(TO DO) Scan the listing below. Return every line containing the string "Alejandro".

(DATA SUPPLIED)

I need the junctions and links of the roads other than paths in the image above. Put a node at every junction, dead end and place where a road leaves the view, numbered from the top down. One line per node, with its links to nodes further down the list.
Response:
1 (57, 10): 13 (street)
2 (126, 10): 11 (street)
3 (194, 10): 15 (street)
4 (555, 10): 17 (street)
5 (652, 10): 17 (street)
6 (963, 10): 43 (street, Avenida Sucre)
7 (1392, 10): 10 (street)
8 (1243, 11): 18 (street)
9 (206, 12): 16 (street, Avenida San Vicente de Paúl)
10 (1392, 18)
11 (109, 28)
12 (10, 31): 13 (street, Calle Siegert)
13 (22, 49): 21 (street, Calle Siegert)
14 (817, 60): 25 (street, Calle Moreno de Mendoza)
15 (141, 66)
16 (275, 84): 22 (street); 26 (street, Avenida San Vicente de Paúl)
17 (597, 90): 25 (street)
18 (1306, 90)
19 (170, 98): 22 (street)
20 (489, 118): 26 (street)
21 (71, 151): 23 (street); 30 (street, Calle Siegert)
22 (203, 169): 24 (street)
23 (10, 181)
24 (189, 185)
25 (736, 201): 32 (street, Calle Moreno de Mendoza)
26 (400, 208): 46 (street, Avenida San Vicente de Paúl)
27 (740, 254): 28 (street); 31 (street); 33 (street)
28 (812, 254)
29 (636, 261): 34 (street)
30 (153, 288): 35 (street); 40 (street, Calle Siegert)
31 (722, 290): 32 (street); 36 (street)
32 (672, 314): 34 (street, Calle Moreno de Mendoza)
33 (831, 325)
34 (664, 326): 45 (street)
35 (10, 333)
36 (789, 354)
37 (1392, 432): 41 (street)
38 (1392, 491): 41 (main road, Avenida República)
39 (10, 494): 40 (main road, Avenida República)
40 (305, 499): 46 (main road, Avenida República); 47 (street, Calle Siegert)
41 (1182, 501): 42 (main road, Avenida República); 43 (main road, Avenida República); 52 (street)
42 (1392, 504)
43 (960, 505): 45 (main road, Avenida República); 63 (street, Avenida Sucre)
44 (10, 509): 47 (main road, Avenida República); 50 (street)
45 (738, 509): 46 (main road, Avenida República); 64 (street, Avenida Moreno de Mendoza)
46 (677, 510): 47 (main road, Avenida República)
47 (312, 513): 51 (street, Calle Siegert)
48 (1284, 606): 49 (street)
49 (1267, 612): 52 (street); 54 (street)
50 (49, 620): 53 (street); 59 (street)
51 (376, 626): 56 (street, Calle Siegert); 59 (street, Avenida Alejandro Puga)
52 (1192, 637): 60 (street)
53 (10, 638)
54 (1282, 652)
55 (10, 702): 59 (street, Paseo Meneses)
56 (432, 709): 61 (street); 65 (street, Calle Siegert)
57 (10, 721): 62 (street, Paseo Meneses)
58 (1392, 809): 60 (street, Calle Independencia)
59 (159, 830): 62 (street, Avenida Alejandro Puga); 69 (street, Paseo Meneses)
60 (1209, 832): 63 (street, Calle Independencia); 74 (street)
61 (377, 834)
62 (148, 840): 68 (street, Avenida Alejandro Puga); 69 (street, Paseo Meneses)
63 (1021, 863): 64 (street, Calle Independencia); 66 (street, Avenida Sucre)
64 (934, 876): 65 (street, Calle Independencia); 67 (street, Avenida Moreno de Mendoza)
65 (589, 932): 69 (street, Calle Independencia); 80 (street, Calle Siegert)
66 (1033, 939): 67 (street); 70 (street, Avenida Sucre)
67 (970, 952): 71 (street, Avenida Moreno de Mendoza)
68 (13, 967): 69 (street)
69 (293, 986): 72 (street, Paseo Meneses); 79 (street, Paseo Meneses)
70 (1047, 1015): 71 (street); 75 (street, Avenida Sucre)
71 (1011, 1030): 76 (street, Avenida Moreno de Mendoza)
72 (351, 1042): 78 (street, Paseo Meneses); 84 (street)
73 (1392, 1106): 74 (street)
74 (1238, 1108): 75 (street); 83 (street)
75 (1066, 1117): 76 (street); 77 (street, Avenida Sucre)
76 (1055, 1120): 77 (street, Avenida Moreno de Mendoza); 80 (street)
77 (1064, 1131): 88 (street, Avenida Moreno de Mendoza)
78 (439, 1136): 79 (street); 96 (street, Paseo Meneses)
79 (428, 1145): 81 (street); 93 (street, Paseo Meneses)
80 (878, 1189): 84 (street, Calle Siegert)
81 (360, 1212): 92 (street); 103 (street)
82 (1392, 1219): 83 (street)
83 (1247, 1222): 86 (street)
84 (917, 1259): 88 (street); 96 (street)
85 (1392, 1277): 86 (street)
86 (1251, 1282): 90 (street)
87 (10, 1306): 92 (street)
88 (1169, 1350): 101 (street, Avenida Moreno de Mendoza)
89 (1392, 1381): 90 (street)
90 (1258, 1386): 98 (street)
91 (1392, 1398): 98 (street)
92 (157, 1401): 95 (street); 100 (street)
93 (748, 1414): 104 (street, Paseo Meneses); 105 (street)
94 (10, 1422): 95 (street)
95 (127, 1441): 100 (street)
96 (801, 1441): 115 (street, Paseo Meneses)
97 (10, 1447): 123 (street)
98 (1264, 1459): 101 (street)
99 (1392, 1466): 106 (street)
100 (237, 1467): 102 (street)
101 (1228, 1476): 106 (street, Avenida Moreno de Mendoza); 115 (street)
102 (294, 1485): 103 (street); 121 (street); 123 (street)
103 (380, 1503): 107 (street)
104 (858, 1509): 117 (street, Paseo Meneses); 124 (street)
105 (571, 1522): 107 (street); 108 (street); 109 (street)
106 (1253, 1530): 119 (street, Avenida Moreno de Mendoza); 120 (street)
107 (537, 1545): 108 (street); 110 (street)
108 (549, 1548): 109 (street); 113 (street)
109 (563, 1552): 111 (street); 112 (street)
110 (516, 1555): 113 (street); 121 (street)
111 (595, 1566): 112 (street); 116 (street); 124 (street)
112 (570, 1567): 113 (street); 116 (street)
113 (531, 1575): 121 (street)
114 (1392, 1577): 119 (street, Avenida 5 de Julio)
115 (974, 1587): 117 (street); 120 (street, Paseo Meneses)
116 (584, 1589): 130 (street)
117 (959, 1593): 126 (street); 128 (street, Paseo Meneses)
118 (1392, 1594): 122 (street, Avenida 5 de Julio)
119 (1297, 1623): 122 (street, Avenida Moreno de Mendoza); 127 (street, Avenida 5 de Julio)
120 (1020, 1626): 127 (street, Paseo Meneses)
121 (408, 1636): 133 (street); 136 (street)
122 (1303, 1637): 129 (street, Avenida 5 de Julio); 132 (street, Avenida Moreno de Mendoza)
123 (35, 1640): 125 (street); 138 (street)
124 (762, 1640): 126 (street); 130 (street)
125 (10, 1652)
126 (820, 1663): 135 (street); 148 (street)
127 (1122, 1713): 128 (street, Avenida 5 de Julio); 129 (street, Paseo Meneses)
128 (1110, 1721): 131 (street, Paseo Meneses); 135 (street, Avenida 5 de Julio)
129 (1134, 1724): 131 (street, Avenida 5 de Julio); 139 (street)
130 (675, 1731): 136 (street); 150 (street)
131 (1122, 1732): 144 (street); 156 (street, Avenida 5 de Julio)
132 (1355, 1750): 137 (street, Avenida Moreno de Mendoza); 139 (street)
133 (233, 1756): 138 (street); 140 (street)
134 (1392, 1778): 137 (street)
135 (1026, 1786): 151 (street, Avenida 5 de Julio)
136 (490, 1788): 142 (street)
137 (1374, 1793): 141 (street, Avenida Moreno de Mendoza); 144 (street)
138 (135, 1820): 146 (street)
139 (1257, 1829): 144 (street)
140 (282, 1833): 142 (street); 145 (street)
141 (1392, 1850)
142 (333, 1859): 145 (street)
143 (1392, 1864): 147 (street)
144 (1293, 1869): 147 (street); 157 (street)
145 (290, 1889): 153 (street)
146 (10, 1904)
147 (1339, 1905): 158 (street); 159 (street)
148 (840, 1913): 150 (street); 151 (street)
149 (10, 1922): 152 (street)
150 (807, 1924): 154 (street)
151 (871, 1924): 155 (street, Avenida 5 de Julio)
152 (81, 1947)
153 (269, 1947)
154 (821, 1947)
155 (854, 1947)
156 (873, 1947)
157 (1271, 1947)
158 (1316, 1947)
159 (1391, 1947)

(YOUR RESPONSE)
51 (376, 626): 56 (street, Calle Siegert); 59 (street, Avenida Alejandro Puga)
59 (159, 830): 62 (street, Avenida Alejandro Puga); 69 (street, Paseo Meneses)
62 (148, 840): 68 (street, Avenida Alejandro Puga); 69 (street, Paseo Meneses)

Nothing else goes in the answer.